- Data for analysis

────────────────

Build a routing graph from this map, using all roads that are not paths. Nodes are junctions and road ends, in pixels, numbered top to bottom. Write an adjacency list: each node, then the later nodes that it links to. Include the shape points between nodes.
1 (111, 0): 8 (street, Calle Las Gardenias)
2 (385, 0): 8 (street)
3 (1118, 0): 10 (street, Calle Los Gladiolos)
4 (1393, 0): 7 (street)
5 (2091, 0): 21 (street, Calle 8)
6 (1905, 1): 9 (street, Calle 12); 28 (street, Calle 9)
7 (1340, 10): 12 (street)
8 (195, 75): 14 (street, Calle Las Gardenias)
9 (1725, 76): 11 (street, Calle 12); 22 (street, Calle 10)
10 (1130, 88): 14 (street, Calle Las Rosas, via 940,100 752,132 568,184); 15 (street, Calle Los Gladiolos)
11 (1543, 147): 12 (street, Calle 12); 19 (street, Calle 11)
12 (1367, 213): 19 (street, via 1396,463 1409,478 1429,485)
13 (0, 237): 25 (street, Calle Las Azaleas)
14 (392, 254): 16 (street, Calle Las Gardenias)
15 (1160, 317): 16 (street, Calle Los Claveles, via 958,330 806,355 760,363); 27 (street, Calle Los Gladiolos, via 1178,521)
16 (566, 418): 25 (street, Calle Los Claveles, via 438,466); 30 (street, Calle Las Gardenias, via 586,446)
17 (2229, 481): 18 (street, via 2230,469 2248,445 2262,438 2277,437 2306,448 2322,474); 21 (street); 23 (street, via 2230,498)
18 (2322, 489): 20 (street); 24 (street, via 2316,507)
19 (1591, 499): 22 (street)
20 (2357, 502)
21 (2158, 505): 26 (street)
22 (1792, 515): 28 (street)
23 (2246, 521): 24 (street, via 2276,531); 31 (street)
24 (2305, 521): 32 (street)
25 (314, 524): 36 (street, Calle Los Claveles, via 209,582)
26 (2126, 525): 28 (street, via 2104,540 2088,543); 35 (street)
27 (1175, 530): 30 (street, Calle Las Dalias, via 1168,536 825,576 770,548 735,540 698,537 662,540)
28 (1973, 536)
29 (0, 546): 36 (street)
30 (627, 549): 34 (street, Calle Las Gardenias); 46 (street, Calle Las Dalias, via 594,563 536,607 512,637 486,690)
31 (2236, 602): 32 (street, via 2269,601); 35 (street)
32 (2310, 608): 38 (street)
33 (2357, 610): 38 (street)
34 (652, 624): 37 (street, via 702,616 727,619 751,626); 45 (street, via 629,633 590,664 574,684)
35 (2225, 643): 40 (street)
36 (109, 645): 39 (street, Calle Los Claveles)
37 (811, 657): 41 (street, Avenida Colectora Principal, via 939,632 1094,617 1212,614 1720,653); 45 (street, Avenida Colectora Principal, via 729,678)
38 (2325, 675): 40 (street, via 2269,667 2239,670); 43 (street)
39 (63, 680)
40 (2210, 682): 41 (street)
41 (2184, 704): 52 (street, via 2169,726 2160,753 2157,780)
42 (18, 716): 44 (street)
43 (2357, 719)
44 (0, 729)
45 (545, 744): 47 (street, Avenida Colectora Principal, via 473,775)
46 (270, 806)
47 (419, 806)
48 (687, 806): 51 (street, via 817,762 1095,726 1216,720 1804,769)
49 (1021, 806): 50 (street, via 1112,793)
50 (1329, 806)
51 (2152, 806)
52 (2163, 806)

────────────────

- Activity
Give again each line shown above, keeping every word as it is.

- Solution to the exercise
Build a routing graph from this map, using all roads that are not paths. Nodes are junctions and road ends, in pixels, numbered top to bottom. Write an adjacency list: each node, then the later nodes that it links to. Include the shape points between nodes.
1 (111, 0): 8 (street, Calle Las Gardenias)
2 (385, 0): 8 (street)
3 (1118, 0): 10 (street, Calle Los Gladiolos)
4 (1393, 0): 7 (street)
5 (2091, 0): 21 (street, Calle 8)
6 (1905, 1): 9 (street, Calle 12); 28 (street, Calle 9)
7 (1340, 10): 12 (street)
8 (195, 75): 14 (street, Calle Las Gardenias)
9 (1725, 76): 11 (street, Calle 12); 22 (street, Calle 10)
10 (1130, 88): 14 (street, Calle Las Rosas, via 940,100 752,132 568,184); 15 (street, Calle Los Gladiolos)
11 (1543, 147): 12 (street, Calle 12); 19 (street, Calle 11)
12 (1367, 213): 19 (street, via 1396,463 1409,478 1429,485)
13 (0, 237): 25 (street, Calle Las Azaleas)
14 (392, 254): 16 (street, Calle Las Gardenias)
15 (1160, 317): 16 (street, Calle Los Claveles, via 958,330 806,355 760,363); 27 (street, Calle Los Gladiolos, via 1178,521)
16 (566, 418): 25 (street, Calle Los Claveles, via 438,466); 30 (street, Calle Las Gardenias, via 586,446)
17 (2229, 481): 18 (street, via 2230,469 2248,445 2262,438 2277,437 2306,448 2322,474); 21 (street); 23 (street, via 2230,498)
18 (2322, 489): 20 (street); 24 (street, via 2316,507)
19 (1591, 499): 22 (street)
20 (2357, 502)
21 (2158, 505): 26 (street)
22 (1792, 515): 28 (street)
23 (2246, 521): 24 (street, via 2276,531); 31 (street)
24 (2305, 521): 32 (street)
25 (314, 524): 36 (street, Calle Los Claveles, via 209,582)
26 (2126, 525): 28 (street, via 2104,540 2088,543); 35 (street)
27 (1175, 530): 30 (street, Calle Las Dalias, via 1168,536 825,576 770,548 735,540 698,537 662,540)
28 (1973, 536)
29 (0, 546): 36 (street)
30 (627, 549): 34 (street, Calle Las Gardenias); 46 (street, Calle Las Dalias, via 594,563 536,607 512,637 486,690)
31 (2236, 602): 32 (street, via 2269,601); 35 (street)
32 (2310, 608): 38 (street)
33 (2357, 610): 38 (street)
34 (652, 624): 37 (street, via 702,616 727,619 751,626); 45 (street, via 629,633 590,664 574,684)
35 (2225, 643): 40 (street)
36 (109, 645): 39 (street, Calle Los Claveles)
37 (811, 657): 41 (street, Avenida Colectora Principal, via 939,632 1094,617 1212,614 1720,653); 45 (street, Avenida Colectora Principal, via 729,678)
38 (2325, 675): 40 (street, via 2269,667 2239,670); 43 (street)
39 (63, 680)
40 (2210, 682): 41 (street)
41 (2184, 704): 52 (street, via 2169,726 2160,753 2157,780)
42 (18, 716): 44 (street)
43 (2357, 719)
44 (0, 729)
45 (545, 744): 47 (street, Avenida Colectora Principal, via 473,775)
46 (270, 806)
47 (419, 806)
48 (687, 806): 51 (street, via 817,762 1095,726 1216,720 1804,769)
49 (1021, 806): 50 (street, via 1112,793)
50 (1329, 806)
51 (2152, 806)
52 (2163, 806)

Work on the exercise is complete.